Re: [PATCH ndctl] ndctl/cxl/test: Add CXL event test

2023-07-31 Thread Verma, Vishal L
On Thu, 2023-07-27 at 14:21 -0700, Ira Weiny wrote:
> Previously CXL event testing was run by hand.  This reduces testing
> coverage including a lack of regression testing.
> 
> Add a CXL test as part of the meson test infrastructure.  Passing is
> predicated on receiving the appropriate number of errors in each log.
> Individual event values are not checked.
> 
> Signed-off-by: Ira Weiny 
> ---
>  test/cxl-events.sh | 68 
> ++
>  test/meson.build   |  2 ++
>  2 files changed, 70 insertions(+)

Hi Ira,

Thanks for adding this test. Just a few minor comments below, otherwise
looks good.

> 
> diff --git a/test/cxl-events.sh b/test/cxl-events.sh
> new file mode 100644
> index ..f51046ec39ad
> --- /dev/null
> +++ b/test/cxl-events.sh
> @@ -0,0 +1,68 @@
> +#!/bin/bash
> +# SPDX-License-Identifier: GPL-2.0
> +# Copyright (C) 2023 Intel Corporation.

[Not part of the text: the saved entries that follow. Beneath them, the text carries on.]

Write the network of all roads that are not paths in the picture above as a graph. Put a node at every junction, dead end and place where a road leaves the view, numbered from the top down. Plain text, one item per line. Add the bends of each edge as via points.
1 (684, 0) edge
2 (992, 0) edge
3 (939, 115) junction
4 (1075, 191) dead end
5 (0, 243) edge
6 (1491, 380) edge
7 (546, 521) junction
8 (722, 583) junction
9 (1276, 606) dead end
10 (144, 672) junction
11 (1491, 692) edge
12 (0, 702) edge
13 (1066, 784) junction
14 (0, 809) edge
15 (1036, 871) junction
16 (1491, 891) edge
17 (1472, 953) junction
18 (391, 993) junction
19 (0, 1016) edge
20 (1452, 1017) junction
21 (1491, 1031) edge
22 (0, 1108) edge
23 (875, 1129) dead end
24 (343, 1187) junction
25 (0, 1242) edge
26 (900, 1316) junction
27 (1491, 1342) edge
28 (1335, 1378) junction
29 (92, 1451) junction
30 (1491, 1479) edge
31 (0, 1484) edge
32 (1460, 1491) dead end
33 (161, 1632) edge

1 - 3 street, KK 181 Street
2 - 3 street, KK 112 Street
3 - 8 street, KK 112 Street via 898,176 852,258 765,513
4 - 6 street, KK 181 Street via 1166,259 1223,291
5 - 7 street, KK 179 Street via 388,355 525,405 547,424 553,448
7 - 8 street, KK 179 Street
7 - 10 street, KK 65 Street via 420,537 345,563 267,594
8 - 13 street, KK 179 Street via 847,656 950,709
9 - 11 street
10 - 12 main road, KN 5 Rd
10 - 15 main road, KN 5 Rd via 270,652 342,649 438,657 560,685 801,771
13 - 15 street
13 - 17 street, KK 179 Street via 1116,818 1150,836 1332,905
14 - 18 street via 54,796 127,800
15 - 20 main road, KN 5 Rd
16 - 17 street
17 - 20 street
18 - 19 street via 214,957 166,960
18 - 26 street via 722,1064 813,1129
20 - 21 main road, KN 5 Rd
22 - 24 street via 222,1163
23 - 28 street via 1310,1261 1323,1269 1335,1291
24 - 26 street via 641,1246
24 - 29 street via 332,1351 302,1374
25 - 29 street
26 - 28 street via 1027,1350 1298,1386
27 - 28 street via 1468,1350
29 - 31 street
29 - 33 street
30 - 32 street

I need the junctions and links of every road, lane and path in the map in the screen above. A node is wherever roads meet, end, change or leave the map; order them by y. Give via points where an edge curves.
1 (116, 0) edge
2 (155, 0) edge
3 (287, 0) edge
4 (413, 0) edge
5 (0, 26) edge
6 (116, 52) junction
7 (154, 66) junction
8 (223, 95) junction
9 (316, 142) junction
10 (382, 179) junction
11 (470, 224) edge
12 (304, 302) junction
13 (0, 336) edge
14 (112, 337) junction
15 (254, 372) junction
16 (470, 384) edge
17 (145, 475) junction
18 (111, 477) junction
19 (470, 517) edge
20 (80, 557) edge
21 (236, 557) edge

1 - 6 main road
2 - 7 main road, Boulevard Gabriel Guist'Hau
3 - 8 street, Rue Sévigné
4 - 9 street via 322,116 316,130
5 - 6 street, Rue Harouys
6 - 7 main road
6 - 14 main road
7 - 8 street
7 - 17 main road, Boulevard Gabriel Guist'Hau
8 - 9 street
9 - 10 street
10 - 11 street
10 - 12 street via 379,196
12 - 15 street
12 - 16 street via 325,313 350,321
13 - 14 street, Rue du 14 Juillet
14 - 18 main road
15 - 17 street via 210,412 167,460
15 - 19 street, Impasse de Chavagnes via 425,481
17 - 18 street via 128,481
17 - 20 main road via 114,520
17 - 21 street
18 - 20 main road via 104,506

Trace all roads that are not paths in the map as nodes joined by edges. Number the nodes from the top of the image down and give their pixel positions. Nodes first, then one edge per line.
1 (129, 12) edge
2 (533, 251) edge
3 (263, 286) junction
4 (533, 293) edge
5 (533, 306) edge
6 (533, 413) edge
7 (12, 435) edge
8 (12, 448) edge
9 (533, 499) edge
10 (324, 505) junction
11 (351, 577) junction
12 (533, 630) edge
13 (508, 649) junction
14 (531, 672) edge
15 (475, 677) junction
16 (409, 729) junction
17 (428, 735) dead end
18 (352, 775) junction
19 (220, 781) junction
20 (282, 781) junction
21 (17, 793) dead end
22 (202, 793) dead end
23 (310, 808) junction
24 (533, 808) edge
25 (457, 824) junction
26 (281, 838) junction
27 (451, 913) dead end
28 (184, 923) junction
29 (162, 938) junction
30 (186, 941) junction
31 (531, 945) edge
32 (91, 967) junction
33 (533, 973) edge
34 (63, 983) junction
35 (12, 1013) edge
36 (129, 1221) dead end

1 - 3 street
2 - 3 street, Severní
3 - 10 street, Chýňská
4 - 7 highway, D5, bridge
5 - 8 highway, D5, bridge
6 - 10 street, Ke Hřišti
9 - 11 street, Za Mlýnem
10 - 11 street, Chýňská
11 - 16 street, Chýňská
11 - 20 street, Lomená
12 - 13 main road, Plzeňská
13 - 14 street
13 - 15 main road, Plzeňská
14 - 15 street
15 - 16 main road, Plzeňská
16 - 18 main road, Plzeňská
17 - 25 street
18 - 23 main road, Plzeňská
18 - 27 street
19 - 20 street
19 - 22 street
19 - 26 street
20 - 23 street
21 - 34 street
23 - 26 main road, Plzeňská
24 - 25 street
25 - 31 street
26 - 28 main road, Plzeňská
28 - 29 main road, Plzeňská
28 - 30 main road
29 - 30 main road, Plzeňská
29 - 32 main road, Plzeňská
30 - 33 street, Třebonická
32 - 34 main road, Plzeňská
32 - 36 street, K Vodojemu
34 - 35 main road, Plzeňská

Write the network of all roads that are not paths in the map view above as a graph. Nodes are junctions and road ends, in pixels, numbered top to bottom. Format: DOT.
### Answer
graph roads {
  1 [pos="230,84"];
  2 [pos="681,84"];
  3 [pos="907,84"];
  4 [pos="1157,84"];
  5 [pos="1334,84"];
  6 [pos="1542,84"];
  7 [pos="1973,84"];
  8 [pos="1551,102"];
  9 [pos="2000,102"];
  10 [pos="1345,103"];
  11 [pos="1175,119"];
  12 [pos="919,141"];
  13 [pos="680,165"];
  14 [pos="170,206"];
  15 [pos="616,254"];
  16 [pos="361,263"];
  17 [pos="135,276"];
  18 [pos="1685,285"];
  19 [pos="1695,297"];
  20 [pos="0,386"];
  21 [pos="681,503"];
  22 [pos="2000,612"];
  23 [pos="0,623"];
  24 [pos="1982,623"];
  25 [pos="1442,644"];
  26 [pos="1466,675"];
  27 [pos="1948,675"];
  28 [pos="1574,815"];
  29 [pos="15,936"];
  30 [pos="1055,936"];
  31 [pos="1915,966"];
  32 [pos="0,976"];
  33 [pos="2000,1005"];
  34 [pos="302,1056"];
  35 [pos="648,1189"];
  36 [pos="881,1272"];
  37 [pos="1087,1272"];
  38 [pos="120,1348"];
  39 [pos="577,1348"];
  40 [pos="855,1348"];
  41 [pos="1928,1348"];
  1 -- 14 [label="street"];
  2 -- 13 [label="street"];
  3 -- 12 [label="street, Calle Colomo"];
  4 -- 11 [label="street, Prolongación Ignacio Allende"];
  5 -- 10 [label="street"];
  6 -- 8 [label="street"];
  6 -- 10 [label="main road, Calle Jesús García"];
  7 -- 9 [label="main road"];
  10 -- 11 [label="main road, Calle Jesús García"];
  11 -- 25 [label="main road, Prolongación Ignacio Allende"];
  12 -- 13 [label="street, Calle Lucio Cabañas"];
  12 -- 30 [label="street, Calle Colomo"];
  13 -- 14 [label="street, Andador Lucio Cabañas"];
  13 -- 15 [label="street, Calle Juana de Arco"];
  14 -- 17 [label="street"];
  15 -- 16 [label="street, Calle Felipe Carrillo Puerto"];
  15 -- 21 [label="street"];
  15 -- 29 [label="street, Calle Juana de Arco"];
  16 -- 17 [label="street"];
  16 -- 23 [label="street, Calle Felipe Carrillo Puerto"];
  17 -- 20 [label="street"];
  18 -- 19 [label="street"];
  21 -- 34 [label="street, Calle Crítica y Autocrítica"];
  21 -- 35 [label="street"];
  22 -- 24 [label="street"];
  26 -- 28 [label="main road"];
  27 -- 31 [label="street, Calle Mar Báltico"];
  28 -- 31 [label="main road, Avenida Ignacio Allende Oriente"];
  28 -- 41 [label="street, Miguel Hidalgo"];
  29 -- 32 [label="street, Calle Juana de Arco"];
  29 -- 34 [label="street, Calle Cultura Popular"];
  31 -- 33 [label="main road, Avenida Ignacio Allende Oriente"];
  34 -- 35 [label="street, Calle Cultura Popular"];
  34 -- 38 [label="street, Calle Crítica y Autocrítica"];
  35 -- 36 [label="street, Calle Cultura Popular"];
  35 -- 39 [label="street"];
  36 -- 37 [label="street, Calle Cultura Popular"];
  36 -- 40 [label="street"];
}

All rights reserved.
> +
> +. $(dirname $0)/common
> +
> +set -ex
> +
> +trap 'err $LINENO' ERR
> +
> +check_prereq "jq"
> +
> +modprobe -r cxl_test
> +modprobe cxl_test
> +
> +dev_path="/sys/bus/platform/devices"
> +
> +test_cxl_events()
> +{
> +   memdev="$1"
> +
> +   echo "TEST: triggering $memdev"
> +   echo 1 > $dev_path/$memdev/event_trigger

Quote the "$variables" here. We don't expect spaces in the path in this
case, so it will still work, but it is good practice to always quote
everything.

We might also need a test to see if this file exists first. For kernels
that don't have this support, we probably want to print a message and
skip the test (return '77').

> +}
> +
> +readarray -t memdevs < <("$CXL" list -b cxl_test -Mi | jq -r '.[].host')
> +
> +echo "TEST: Prep event trace"
> +echo "" > /sys/kernel/tracing/trace
> +echo 1 > /sys/kernel/tracing/events/cxl/enable
> +echo 1 > /sys/kernel/tracing/tracing_on
> +
> +# Only need to test 1 device
> +#for memdev in ${memdevs[@]}; do
> +#done

Probably just remove the commented out loop, if we need to test more
than one memdev in the future, it is easy enough to add back then.

> +
> +test_cxl_events "$memdevs"

Shouldn't use "$memdevs" here since it is an array. If you want to pass
in just the first memdev, use "${memdevs[0]}"

> +
> +echo 0 > /sys/kernel/tracing/tracing_on
> +
> +echo "TEST: Events seen"
> +cat /sys/kernel/tracing/trace
> +num_overflow=$(grep "cxl_overflow" /sys/kernel/tracing/trace | wc -l)
> +num_fatal=$(grep "log=Fatal" /sys/kernel/tracing/trace | wc -l)
> +num_failure=$(grep "log=Failure" /sys/kernel/tracing/trace | wc -l)
> +num_info=$(grep "log=Informational" /sys/kernel/tracing/trace | wc -l)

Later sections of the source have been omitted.